── Dataset records

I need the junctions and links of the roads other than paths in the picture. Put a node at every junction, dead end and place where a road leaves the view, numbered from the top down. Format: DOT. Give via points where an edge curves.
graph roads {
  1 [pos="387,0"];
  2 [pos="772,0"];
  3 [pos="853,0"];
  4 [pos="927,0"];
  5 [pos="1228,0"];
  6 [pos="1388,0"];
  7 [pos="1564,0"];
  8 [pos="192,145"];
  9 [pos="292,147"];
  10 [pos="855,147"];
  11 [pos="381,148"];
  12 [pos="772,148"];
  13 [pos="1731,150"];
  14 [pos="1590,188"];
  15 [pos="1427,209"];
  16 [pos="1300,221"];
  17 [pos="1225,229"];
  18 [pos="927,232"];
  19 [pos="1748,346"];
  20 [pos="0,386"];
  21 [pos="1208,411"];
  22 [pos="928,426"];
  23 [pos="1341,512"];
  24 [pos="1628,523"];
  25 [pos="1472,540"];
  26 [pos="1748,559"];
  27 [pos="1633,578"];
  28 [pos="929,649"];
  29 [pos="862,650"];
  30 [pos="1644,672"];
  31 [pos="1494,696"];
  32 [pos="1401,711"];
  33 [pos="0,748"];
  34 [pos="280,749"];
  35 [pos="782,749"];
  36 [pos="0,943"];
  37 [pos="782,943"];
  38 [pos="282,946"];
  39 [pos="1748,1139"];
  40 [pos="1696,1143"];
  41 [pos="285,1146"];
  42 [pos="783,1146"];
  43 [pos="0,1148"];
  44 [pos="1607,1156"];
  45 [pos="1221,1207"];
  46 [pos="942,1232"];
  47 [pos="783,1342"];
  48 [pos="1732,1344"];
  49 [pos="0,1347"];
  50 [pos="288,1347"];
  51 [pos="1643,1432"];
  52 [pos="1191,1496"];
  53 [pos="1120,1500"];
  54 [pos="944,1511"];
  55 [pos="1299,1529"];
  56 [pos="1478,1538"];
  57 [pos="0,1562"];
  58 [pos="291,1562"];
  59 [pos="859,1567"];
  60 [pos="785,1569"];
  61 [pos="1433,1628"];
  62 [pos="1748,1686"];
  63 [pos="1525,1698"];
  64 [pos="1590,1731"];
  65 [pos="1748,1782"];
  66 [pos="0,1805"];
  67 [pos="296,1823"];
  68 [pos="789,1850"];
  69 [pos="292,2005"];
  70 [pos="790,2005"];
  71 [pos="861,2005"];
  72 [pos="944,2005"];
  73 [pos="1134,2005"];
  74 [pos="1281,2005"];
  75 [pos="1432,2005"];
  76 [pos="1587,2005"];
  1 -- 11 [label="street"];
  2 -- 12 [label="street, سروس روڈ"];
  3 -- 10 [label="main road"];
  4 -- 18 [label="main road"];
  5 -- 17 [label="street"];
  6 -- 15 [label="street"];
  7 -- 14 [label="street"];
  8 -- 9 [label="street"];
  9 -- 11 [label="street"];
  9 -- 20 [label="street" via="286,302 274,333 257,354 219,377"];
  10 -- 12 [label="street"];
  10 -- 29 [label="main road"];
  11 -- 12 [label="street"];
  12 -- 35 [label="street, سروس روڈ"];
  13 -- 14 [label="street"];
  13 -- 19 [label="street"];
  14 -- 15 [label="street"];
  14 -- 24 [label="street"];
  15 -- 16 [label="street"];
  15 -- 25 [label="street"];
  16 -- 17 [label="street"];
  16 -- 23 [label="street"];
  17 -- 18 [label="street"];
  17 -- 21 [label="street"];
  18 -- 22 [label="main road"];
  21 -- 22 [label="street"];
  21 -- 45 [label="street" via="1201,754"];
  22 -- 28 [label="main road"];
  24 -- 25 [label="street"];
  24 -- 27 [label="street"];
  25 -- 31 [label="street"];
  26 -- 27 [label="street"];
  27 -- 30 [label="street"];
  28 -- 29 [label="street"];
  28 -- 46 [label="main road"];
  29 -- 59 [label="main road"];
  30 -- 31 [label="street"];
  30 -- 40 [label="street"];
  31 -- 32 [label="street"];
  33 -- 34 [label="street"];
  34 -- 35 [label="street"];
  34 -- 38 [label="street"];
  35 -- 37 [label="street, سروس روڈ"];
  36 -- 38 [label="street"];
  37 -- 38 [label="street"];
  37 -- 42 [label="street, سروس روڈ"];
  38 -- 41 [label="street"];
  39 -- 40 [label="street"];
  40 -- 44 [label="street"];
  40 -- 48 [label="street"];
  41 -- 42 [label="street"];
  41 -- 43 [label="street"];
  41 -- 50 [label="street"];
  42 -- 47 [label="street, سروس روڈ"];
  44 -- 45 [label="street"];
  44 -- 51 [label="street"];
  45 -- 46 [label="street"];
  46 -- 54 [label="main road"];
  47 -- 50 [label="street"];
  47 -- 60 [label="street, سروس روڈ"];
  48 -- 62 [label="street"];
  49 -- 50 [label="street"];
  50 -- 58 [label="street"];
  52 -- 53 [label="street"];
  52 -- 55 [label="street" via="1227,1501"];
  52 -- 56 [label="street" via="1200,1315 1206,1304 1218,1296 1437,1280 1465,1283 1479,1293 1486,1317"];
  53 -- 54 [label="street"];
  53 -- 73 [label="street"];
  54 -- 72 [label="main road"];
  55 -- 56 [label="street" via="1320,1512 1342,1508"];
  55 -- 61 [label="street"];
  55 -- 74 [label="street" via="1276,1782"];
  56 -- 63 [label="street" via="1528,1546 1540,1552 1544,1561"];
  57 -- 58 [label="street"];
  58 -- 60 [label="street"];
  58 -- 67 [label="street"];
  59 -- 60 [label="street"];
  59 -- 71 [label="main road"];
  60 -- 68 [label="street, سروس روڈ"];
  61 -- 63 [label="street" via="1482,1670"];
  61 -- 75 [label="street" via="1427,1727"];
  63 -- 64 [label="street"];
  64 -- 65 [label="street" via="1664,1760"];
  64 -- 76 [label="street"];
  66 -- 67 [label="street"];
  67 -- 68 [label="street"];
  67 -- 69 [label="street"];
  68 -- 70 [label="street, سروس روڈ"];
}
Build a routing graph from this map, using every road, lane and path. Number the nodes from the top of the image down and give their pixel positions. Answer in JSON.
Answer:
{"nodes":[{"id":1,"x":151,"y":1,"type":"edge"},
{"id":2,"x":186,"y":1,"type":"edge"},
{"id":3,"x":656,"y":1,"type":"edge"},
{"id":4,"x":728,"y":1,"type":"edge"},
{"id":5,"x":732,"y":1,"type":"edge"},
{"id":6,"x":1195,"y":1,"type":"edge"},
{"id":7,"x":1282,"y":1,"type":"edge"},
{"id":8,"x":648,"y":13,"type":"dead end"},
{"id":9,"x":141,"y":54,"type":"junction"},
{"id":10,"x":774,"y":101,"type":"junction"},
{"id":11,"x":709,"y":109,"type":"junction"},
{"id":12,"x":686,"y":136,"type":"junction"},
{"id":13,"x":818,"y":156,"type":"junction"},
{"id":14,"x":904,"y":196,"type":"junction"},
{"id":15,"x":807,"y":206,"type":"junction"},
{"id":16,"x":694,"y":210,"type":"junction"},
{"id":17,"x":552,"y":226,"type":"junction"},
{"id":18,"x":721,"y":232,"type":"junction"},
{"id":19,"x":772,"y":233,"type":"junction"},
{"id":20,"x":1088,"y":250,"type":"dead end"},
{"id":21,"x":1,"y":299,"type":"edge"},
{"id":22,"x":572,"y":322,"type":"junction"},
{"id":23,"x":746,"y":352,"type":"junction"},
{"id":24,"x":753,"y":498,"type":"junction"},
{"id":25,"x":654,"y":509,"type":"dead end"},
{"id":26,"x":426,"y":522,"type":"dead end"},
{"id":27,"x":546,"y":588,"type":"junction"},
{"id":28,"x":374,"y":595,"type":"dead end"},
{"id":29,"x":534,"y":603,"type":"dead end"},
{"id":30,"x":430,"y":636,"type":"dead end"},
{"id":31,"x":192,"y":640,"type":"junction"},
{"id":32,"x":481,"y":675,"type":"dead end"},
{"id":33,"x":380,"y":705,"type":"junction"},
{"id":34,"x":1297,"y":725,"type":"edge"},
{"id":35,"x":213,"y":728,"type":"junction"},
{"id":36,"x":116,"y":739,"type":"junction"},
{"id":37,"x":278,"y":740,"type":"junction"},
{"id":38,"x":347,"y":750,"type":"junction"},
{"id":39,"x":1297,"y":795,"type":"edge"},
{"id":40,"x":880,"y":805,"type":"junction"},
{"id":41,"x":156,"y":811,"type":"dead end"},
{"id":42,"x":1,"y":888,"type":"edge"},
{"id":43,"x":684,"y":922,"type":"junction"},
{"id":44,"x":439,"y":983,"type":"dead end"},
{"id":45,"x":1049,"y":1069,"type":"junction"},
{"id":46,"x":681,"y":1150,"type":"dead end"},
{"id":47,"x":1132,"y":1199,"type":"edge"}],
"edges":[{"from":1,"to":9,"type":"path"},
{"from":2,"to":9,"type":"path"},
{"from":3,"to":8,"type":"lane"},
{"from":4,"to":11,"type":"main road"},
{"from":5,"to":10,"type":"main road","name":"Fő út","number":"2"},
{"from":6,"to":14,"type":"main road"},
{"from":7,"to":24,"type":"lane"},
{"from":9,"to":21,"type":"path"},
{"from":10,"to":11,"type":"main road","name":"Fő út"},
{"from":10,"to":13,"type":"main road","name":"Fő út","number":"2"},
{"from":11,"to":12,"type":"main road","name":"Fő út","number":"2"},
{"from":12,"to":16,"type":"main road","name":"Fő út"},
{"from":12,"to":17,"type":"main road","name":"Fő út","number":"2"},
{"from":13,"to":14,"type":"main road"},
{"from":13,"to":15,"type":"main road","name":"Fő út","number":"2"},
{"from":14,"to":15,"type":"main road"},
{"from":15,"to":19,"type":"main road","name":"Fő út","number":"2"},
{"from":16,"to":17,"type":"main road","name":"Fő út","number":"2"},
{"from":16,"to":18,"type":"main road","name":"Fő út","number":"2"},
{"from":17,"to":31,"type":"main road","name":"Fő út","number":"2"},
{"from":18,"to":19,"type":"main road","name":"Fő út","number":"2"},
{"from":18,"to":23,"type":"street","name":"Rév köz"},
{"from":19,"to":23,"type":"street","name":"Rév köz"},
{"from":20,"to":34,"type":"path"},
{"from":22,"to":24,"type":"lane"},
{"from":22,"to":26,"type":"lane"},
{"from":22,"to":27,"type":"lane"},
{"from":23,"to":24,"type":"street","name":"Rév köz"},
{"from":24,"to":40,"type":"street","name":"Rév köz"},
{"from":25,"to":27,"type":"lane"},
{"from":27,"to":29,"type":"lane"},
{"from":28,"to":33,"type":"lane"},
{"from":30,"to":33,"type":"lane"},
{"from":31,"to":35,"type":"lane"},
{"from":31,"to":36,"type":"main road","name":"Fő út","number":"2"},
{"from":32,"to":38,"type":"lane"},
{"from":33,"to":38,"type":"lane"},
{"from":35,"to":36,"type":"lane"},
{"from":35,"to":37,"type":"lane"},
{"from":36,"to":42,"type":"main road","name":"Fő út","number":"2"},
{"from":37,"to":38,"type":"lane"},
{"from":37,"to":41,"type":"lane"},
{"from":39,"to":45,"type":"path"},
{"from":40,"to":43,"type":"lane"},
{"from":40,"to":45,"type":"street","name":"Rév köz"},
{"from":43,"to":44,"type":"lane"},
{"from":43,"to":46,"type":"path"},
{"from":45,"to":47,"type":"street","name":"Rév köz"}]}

────

• _Task to complete_
Report every line in the data that holds "nodes", copying each one.

• _Answer to this problem_
Build a routing graph from this map, using every road, lane and path. Number the nodes from the top of the image down and give their pixel positions. Answer in JSON.
{"nodes":[{"id":1,"x":151,"y":1,"type":"edge"},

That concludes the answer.